- [Input data]:
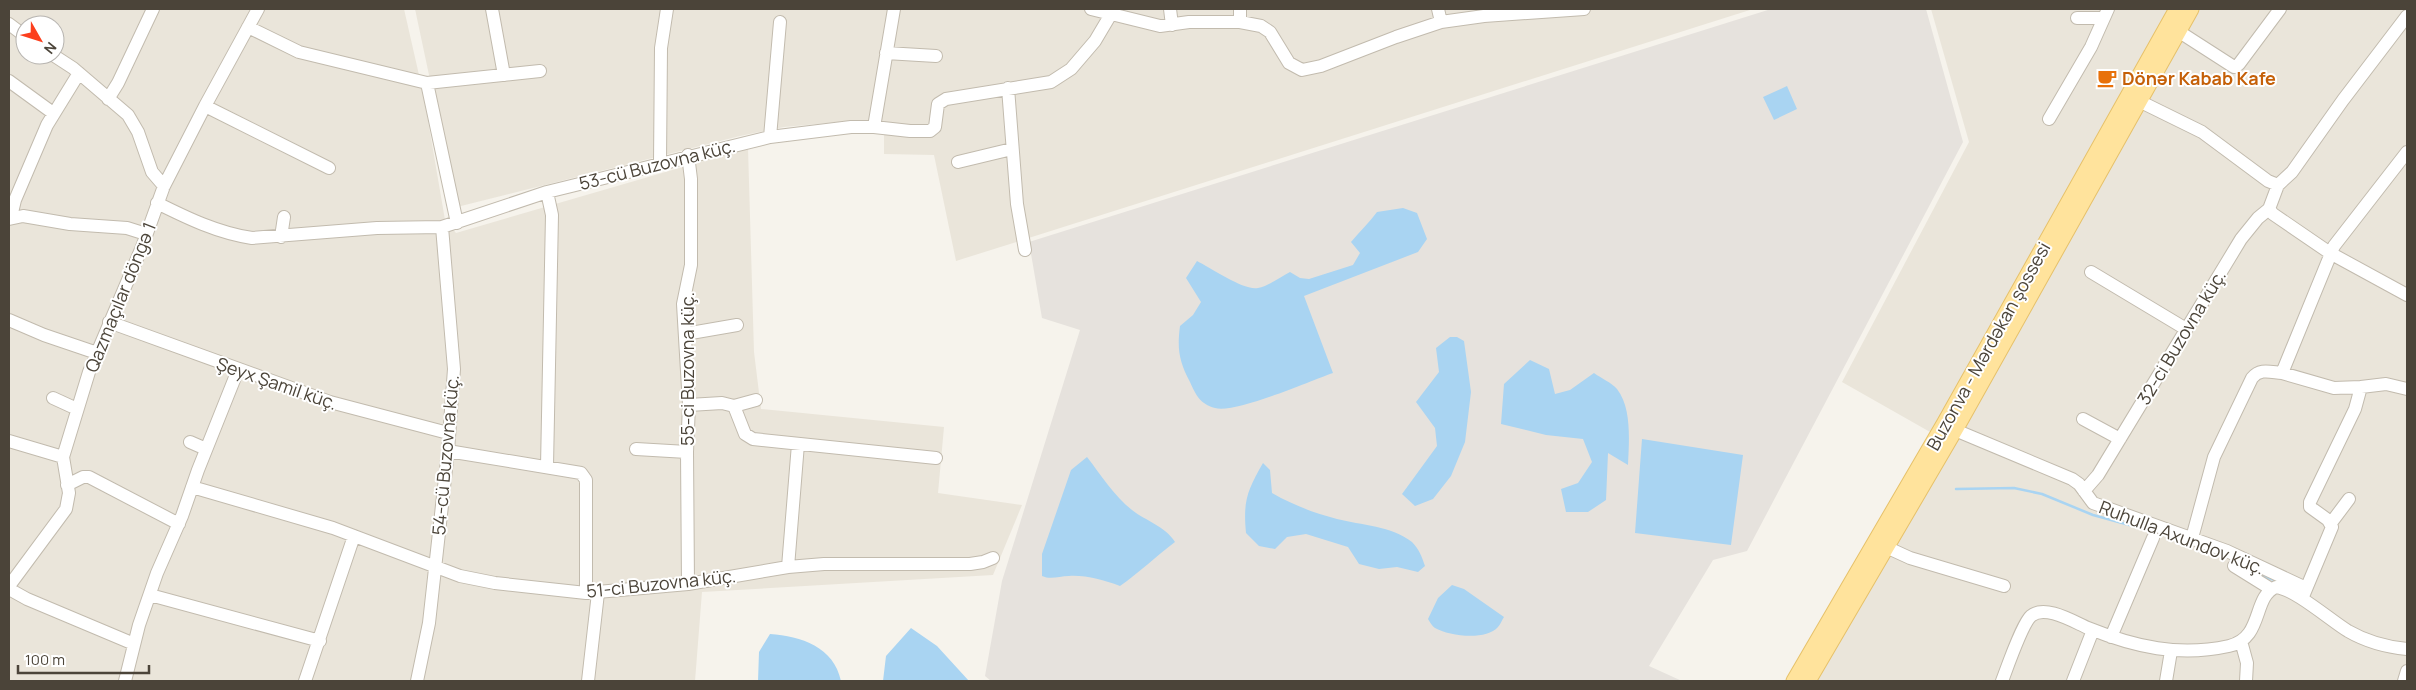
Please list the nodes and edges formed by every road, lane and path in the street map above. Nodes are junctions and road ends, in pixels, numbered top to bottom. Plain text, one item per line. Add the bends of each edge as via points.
1 (154, 9) edge
2 (258, 9) edge
3 (492, 9) edge
4 (667, 9) edge
5 (894, 9) edge
6 (1091, 9) edge
7 (1170, 9) edge
8 (1240, 9) edge
9 (1438, 9) edge
10 (1584, 9) edge
11 (2178, 9) edge
12 (2191, 9) edge
13 (2280, 9) edge
14 (1530, 10) edge
15 (2106, 13) edge
16 (1111, 14) junction
17 (2407, 16) edge
18 (2077, 18) dead end
19 (780, 22) dead end
20 (1240, 22) junction
21 (1441, 22) junction
22 (1172, 25) junction
23 (248, 27) junction
24 (2178, 30) junction
25 (886, 53) junction
26 (936, 56) dead end
27 (65, 63) edge
28 (540, 71) dead end
29 (79, 73) junction
30 (504, 75) junction
31 (9, 82) edge
32 (426, 83) junction
33 (1008, 88) junction
34 (108, 99) junction
35 (2139, 101) junction
36 (204, 106) junction
37 (53, 113) junction
38 (2049, 118) dead end
39 (874, 127) junction
40 (770, 137) junction
41 (1012, 149) junction
42 (2407, 152) edge
43 (688, 155) junction
44 (660, 162) junction
45 (958, 162) dead end
46 (329, 168) dead end
47 (2278, 185) junction
48 (164, 186) junction
49 (547, 192) junction
50 (157, 202) junction
51 (2269, 209) junction
52 (284, 216) dead end
53 (10, 218) edge
54 (457, 223) junction
55 (442, 227) junction
56 (146, 234) junction
57 (281, 237) junction
58 (1025, 250) dead end
59 (2330, 253) junction
60 (2091, 272) dead end
61 (2406, 291) edge
62 (9, 320) edge
63 (109, 322) junction
64 (737, 325) dead end
65 (2186, 329) junction
66 (685, 334) junction
67 (97, 353) junction
68 (238, 370) junction
69 (2282, 373) junction
70 (2361, 387) junction
71 (2407, 389) edge
72 (53, 398) dead end
73 (756, 400) dead end
74 (689, 405) junction
75 (734, 406) junction
76 (77, 409) junction
77 (2083, 419) dead end
78 (1955, 430) junction
79 (448, 433) junction
80 (2120, 439) junction
81 (9, 441) edge
82 (190, 442) dead end
83 (798, 444) junction
84 (206, 449) junction
85 (636, 449) dead end
86 (448, 451) junction
87 (687, 452) junction
88 (63, 457) junction
89 (936, 458) dead end
90 (547, 466) junction
91 (67, 485) junction
92 (192, 488) junction
93 (2084, 491) junction
94 (2349, 499) dead end
95 (2331, 523) junction
96 (179, 524) junction
97 (354, 536) junction
98 (2153, 538) dead end
99 (2192, 538) junction
100 (1886, 547) junction
101 (993, 558) dead end
102 (2234, 566) dead end
103 (434, 567) junction
104 (788, 567) junction
105 (688, 584) junction
106 (2004, 586) dead end
107 (9, 587) edge
108 (2271, 589) junction
109 (592, 593) junction
110 (2304, 593) junction
111 (150, 595) junction
112 (2092, 630) junction
113 (2111, 638) junction
114 (320, 641) junction
115 (2241, 641) junction
116 (134, 644) junction
117 (2407, 649) edge
118 (2171, 651) junction
119 (2407, 671) edge
120 (125, 681) edge
121 (305, 681) edge
122 (417, 681) edge
123 (588, 681) edge
124 (1794, 681) edge
125 (1808, 681) edge
126 (2002, 681) edge
127 (2073, 681) edge
128 (2166, 681) edge
129 (2246, 681) edge
130 (2404, 681) edge

1 - 34 street
2 - 23 street, Qazmaçılar döngə 1
3 - 30 street
4 - 44 street via 661,48
5 - 25 street
6 - 16 street
7 - 22 street
8 - 20 street
9 - 21 street
10 - 14 street
11 - 124 main road, Buzonva - Mərdəkan şossesi via 1944,424
12 - 24 main road
13 - 24 street via 2234,67
14 - 21 street
15 - 18 street
15 - 38 street via 2091,47
16 - 22 street via 1155,26
16 - 33 street, 53-cü Buzovna küç. via 1095,41 1061,77 1040,85
17 - 47 street, 32-ci Buzovna küç. via 2292,172
19 - 40 street
20 - 21 street via 1266,28 1290,63 1302,70
20 - 22 street
23 - 32 street via 299,52
23 - 36 street, Qazmaçılar döngə 1
24 - 35 main road
25 - 26 street
25 - 39 street
27 - 29 street
28 - 30 street
29 - 34 street
29 - 37 street
30 - 32 street
31 - 37 street
32 - 54 street
33 - 39 street, 53-cü Buzovna küç. via 942,100 936,108 935,127 930,131
33 - 41 street
34 - 48 street via 133,122 152,172
35 - 47 street via 2202,132
35 - 78 main road
36 - 46 street
36 - 48 street, Qazmaçılar döngə 1
37 - 53 street
39 - 40 street, 53-cü Buzovna küç.
40 - 43 street, 53-cü Buzovna küç.
41 - 45 street
41 - 58 street
42 - 59 street
43 - 44 street, 53-cü Buzovna küç.
43 - 66 street, 55-ci Buzovna küç. via 692,179 690,265 683,297
44 - 49 street, 53-cü Buzovna küç.
47 - 51 street, 32-ci Buzovna küç.
48 - 50 street, Qazmaçılar döngə 1
49 - 54 street, 53-cü Buzovna küç.
49 - 90 street via 552,215
50 - 56 street, Qazmaçılar döngə 1
50 - 57 street, 53-cü Buzovna küç. via 191,220 237,236
51 - 59 street
51 - 65 street, 32-ci Buzovna küç. via 2241,239
52 - 57 street
53 - 56 street via 23,216 70,224 127,228
54 - 55 street, 53-cü Buzovna küç.
55 - 57 street, 53-cü Buzovna küç. via 377,228
55 - 79 street, 54-cü Buzovna küç. via 453,350
56 - 63 street, Qazmaçılar döngə 1
59 - 61 street
59 - 69 street
60 - 65 street
62 - 67 street via 44,336
63 - 67 street, Qazmaçılar döngə 1
63 - 68 street, Şeyx Şamil küç.
64 - 66 street
65 - 80 street, 32-ci Buzovna küç.
66 - 74 street, 55-ci Buzovna küç.
67 - 76 street, Qazmaçılar döngə 1
68 - 79 street, Şeyx Şamil küç. via 330,402
68 - 84 street
69 - 70 street via 2334,388
69 - 99 street via 2262,371 2252,378 2214,457
70 - 71 street via 2386,384
70 - 95 street via 2355,409 2310,502 2314,510
72 - 76 street
73 - 75 street
74 - 75 street via 722,403
74 - 87 street, 55-ci Buzovna küç.
75 - 83 street via 748,438
76 - 88 street, Qazmaçılar döngə 1
77 - 80 street
78 - 93 street, Ruhulla Axundov küç. via 2072,479
78 - 100 main road
79 - 86 street, 54-cü Buzovna küç.
80 - 93 street, 32-ci Buzovna küç.
81 - 88 street
82 - 84 street
83 - 89 street
83 - 104 street
84 - 92 street
85 - 87 street
86 - 90 street
86 - 103 street, 54-cü Buzovna küç.
87 - 105 street, 55-ci Buzovna küç.
88 - 91 street, Qazmaçılar döngə 1
90 - 109 street via 577,470 584,476
91 - 96 street via 89,477
91 - 107 street, Qazmaçılar döngə 1 via 70,498 66,509
92 - 96 street
92 - 97 street, 51-ci Buzovna küç.
93 - 99 street, Ruhulla Axundov küç. via 2093,503
94 - 95 street
95 - 110 street via 2331,533
96 - 111 street
97 - 103 street, 51-ci Buzovna küç.
97 - 114 street
98 - 113 street
99 - 110 street, Ruhulla Axundov küç. via 2227,551
100 - 106 street via 1910,558
100 - 125 main road
101 - 104 street, 51-ci Buzovna küç. via 970,564 852,563
102 - 108 street
103 - 109 street, 51-ci Buzovna küç. via 479,581
103 - 122 street, 54-cü Buzovna küç. via 429,623
104 - 105 street, 51-ci Buzovna küç.
105 - 109 street, 51-ci Buzovna küç.
107 - 116 street via 27,599
108 - 110 street via 2280,587
108 - 115 street via 2250,631
109 - 123 street
110 - 117 street, Ruhulla Axundov küç. via 2359,636 2382,645
111 - 114 street
111 - 116 street
112 - 113 street
112 - 126 street via 2052,614 2032,614
112 - 127 street
113 - 118 street
114 - 121 street
115 - 118 street via 2201,650
115 - 129 street
116 - 120 street
118 - 128 street
119 - 130 street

- [What this task involves]:
Find all the lines containing "Axundov" in the material, then copy them.

- [Solution below]:
78 - 93 street, Ruhulla Axundov küç. via 2072,479
93 - 99 street, Ruhulla Axundov küç. via 2093,503
99 - 110 street, Ruhulla Axundov küç. via 2227,551
110 - 117 street, Ruhulla Axundov küç. via 2359,636 2382,645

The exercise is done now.